We hope you enjoy our post below.

Qualitative data can be a bit elusive.

It’s not usually too hard to find data for things that are measurable. We know we can do surveys, or count the number of attendees, or track patterns over time.

Qualitative data though – the context for those numbers – often takes a little more work to track down. Of course, we can always do interviews and focus groups with stakeholders to learn about their experiences, our usual go-to’s.

However, if you think of qualitative data for what it is – simply put, another information source – you’ll find that so many other forms of it are hiding in plain sight.

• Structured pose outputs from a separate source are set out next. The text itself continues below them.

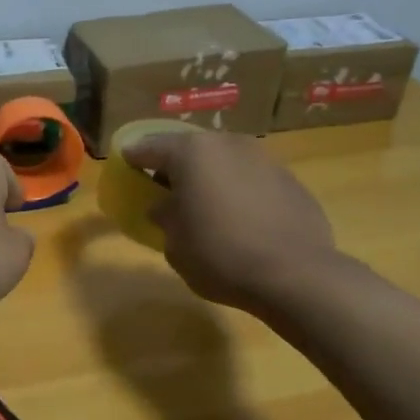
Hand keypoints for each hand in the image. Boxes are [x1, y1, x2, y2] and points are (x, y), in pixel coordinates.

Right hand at [122, 130, 337, 312]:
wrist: (294, 275)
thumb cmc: (219, 256)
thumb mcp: (174, 243)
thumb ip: (165, 217)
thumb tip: (166, 207)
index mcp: (193, 154)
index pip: (150, 147)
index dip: (134, 157)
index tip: (125, 164)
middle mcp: (230, 145)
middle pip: (192, 149)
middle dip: (176, 166)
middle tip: (164, 188)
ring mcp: (265, 160)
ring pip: (226, 162)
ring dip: (212, 178)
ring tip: (204, 204)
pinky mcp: (292, 182)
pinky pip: (253, 181)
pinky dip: (240, 192)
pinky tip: (239, 220)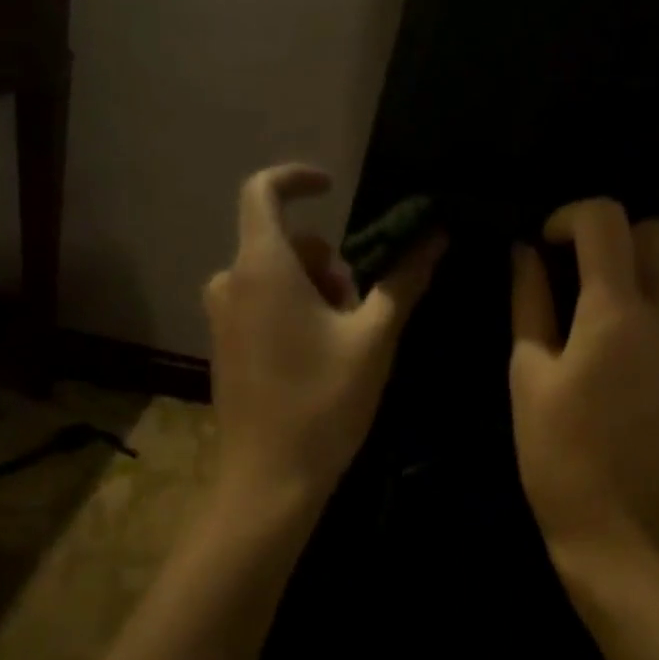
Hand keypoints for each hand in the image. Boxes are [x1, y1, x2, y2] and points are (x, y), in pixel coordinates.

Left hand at [205, 164, 444, 507]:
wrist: (268, 481)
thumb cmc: (323, 401)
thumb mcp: (374, 337)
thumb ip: (404, 279)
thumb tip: (437, 235)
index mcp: (262, 268)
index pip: (262, 192)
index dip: (296, 178)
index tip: (333, 186)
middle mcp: (231, 283)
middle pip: (283, 242)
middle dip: (327, 260)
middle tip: (360, 305)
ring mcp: (221, 316)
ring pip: (275, 275)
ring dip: (314, 288)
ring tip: (344, 336)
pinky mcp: (223, 344)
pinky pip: (260, 302)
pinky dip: (292, 308)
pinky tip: (319, 356)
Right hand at [510, 199, 658, 581]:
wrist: (623, 528)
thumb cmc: (558, 453)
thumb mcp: (527, 372)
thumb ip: (530, 299)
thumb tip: (526, 250)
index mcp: (618, 313)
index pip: (608, 219)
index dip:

Think about the chatbox in your last Zoom session – you may not have realized it, but that’s a source of qualitative data! Other sources you may have readily available include the phone call logs that your teachers keep when they call families or even the observations you did of an event (online, drive-up, or fully in-person).

If you need more, there are lots of ways of collecting qualitative data, and many of them are even more prevalent now in our almost fully virtual world.

This makes our lives a lot easier, as we prepare to write our annual reports, apply for grants, or share the impact that our program had during this unusual year.

Like I mentioned in my last post, sharing the context for our quantitative findings can make those reports tell a much richer story.

Yet it’s not always intuitive to know how to turn a whole bunch of text into these powerful programmatic insights.

So when you find these sources of qualitative data, what do you do with them?

We can actually find patterns in our data by assigning thematic codes to different words, phrases, or even images. Sometimes, you start with a set of codes that have to do with your program goals, or the research concepts underlying your program.

Other times, you just code as you go. If you start to see a lot of mentions of a particular topic, that topic can become a code.

Coding can take many forms, and there is fancy software that can help you do it, but sometimes all you need is a notebook and some markers or a color-coded spreadsheet.

Below you can see some sample data about an after-school program focused on science and animals that we’ve color-coded according to the themes we saw.


In one glance, you can see that our participants liked a lot of aspects of the program, but games and activities (in blue) and the food (in pink), got the most mentions.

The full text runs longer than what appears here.